He’s since culled his collection down to about 1,500. But this is small potatoes compared to some other collections, he says.

He knows of at least one collector in B.C. who, at one time, had 15,000-plus cans.

“The biggest collection I’ve ever seen on display was in Arizona, about 10,000 cans. And that was utterly nuts.”

Maxwell, who teaches archaeology at Simon Fraser University, says he’s always been fascinated by “ancient and not-so-ancient history.” A pre-teen interest in bottle caps led to beer cans and bottles.

Over the years, his interest in beer cans has grown to include other aspects of “breweriana,” as collectors call it, such as trays and signs. “I never tried to collect trays, but I have 30 or 40 of them. It just kind of accumulates. I’m an accumulator.”

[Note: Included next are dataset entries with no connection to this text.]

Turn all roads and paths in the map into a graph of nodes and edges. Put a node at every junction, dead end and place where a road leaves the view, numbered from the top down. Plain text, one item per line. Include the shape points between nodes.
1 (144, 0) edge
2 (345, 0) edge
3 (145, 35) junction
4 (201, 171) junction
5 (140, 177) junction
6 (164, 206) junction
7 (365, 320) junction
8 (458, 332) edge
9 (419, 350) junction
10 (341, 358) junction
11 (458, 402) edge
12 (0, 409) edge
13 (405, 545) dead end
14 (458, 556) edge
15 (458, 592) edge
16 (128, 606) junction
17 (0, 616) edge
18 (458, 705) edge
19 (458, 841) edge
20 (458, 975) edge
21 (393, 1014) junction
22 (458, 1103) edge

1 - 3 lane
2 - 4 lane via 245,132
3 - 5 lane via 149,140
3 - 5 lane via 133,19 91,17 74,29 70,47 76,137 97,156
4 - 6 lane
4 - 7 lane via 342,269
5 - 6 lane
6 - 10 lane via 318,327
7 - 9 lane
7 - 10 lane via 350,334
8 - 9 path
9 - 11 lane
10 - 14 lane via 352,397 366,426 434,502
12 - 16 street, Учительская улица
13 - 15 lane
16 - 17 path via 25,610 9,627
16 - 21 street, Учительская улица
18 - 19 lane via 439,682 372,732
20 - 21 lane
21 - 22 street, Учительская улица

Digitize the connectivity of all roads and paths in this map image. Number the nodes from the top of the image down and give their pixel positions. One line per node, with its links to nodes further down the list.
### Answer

Most of the cans are empty. His oldest full can is from 1938, a Humboldt Extra Pale from Northern California.

He, and most collectors, collect cans, not bottles.

“It’s because of space, primarily,” he says. “And bottles break. If there’s a tremor or you bump into a shelf, bottles fall to the floor. They smash and they’re dangerous. Most people I know start off collecting everything and eliminate most if not all of their bottles.”

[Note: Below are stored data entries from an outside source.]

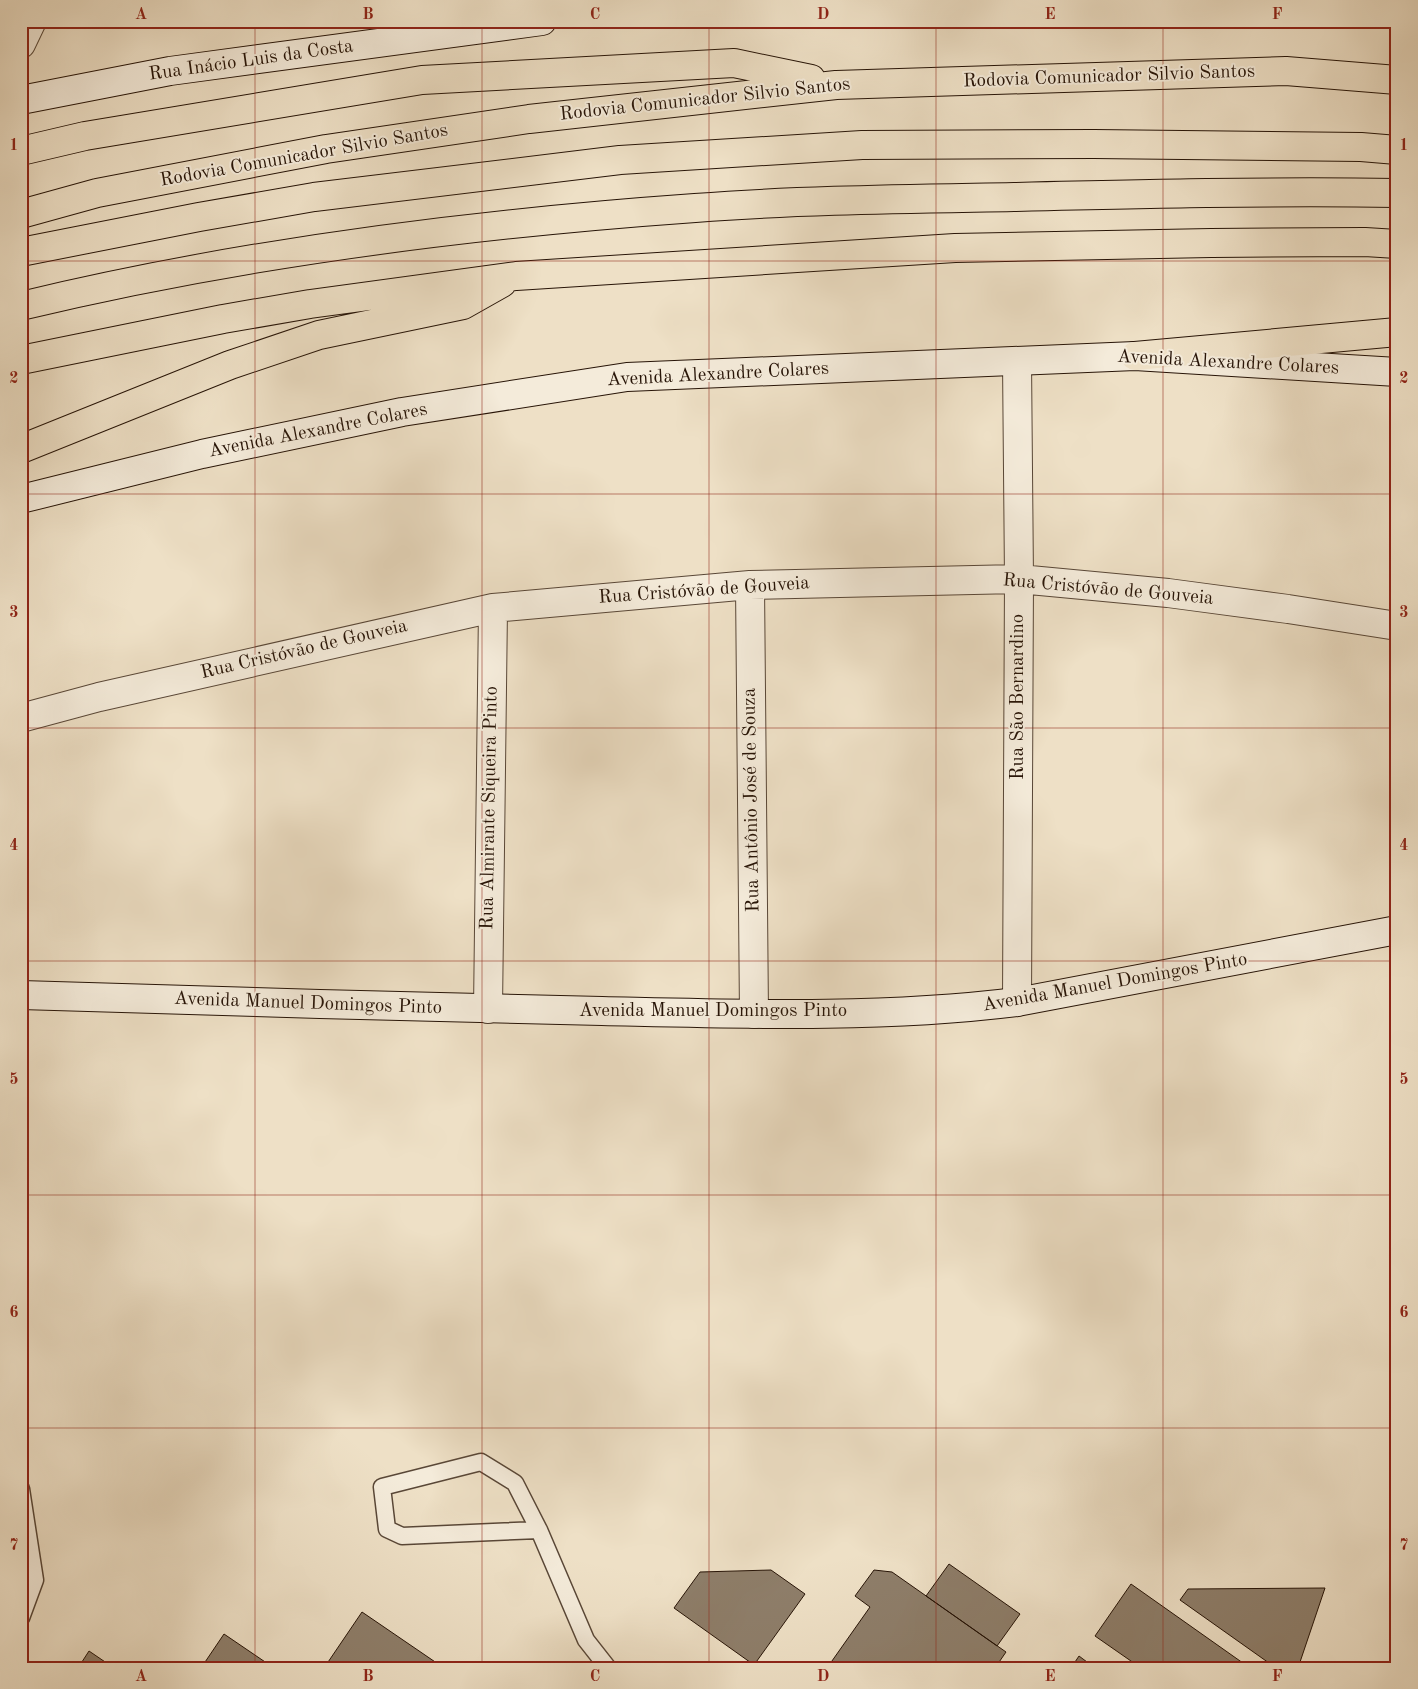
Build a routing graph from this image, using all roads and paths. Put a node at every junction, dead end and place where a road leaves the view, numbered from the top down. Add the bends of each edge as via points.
1 (32, 21) edge
2 (542, 21) edge
3 (21, 44) edge
4 (1397, 80) edge
5 (836, 85) junction
6 (21, 100) edge
7 (1397, 150) edge
8 (21, 151) edge
9 (1397, 192) edge
10 (21, 214) edge
11 (1397, 244) edge
12 (21, 252) edge
13 (516, 276) junction
14 (21, 306) edge
15 (1397, 332) edge
16 (1135, 356) junction
17 (21, 360) edge
18 (1017, 361) junction
19 (1397, 372) edge
20 (21, 449) edge
21 (21, 499) edge
22 (1019, 579) junction
23 (750, 585) junction
24 (493, 608) junction
25 (1397, 626) edge
26 (21, 718) edge
27 (1397, 930) edge
28 (21, 995) edge
29 (1017, 1002) junction
30 (488, 1009) junction
31 (754, 1014) junction
32 (21, 1489) edge
33 (539, 1530) junction
34 (21, 1618) edge
35 (608, 1668) edge

1 - 3 street
2 - 6 street, Rua Inácio Luis da Costa via 170,71
4 - 5 highway, Rodovia Comunicador Silvio Santos via 1286,71
5 - 8 highway via 734,64 422,80 84,136
5 - 10 highway, Rodovia Comunicador Silvio Santos via 529,118 326,149 97,193
7 - 12 highway via 1094,144 862,146 620,160 314,197
9 - 14 highway via 1256,191 862,200 696,208 353,244 205,269
11 - 13 highway via 1211,243 955,248
13 - 17 highway via 281,309
13 - 20 highway via 463,305 319,335 230,365
15 - 16 highway
16 - 18 street, Avenida Alexandre Colares
16 - 19 street, Avenida Alexandre Colares
18 - 21 street, Avenida Alexandre Colares via 627,377 392,414 202,454
18 - 22 street, Rua São Bernardino
22 - 23 street, Rua Cristóvão de Gouveia
22 - 25 street, Rua Cristóvão de Gouveia via 1168,593
22 - 29 street, Rua São Bernardino
23 - 24 street, Rua Cristóvão de Gouveia
23 - 31 street, Rua Antônio José de Souza
24 - 26 street, Rua Cristóvão de Gouveia via 99,697
24 - 30 street, Rua Almirante Siqueira Pinto
27 - 29 street, Avenida Manuel Domingos Pinto
28 - 30 street, Avenida Manuel Domingos Pinto
29 - 31 street, Avenida Manuel Domingos Pinto via 958,1010
30 - 31 street, Avenida Manuel Domingos Pinto
32 - 34 lane via 35,1580
33 - 33 lane via 515,1483 481,1462 382,1487 387,1529 402,1536
33 - 35 lane via 586,1640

Steel cans are more sought-after than aluminum cans, which Canadian breweries switched to in 1984.

“I would say 95 per cent of what I have are steel,” he said. “There are a few aluminum cans I have hung onto. Canada experimented with them in the East in 1967 or so, and there are about 20 really hard-to-find Canadian aluminum cans from that era. I’ve kept those and a handful of other ones. More out of curiosity and labels I happen to like.”

Cans came to Eastern Canada earlier than the West, which didn’t make the formatting switch from bottles until the late 1960s. And no collector worth his hops cares about stubbies.

“Nobody wants these things, even if they’re rare,” Maxwell said. “I don’t know anybody who still collects stubbies. The old long-necked bottles from the pre-stubbie days, some people still collect them.”

Many collectors value graphic appeal over rarity, although some extremely rare cans sell for big bucks.

“There are a couple that sold for six figures in the U.S. recently,” he noted. “But, generally speaking, really rare label designs aren’t that well known and they may not bring in anywhere near as much money as one that looks nice.”

The most he’s ever paid for a can is $200 for an O’Keefe’s Old Vienna can from Montreal from the late 1950s, “in absolutely perfect condition.” He estimates his own collection at somewhere in the neighbourhood of $5,000-7,500.

Maxwell doesn’t do much collecting anymore, but while he’s travelling he will pop his head into what he calls “junkie-looking antique stores.”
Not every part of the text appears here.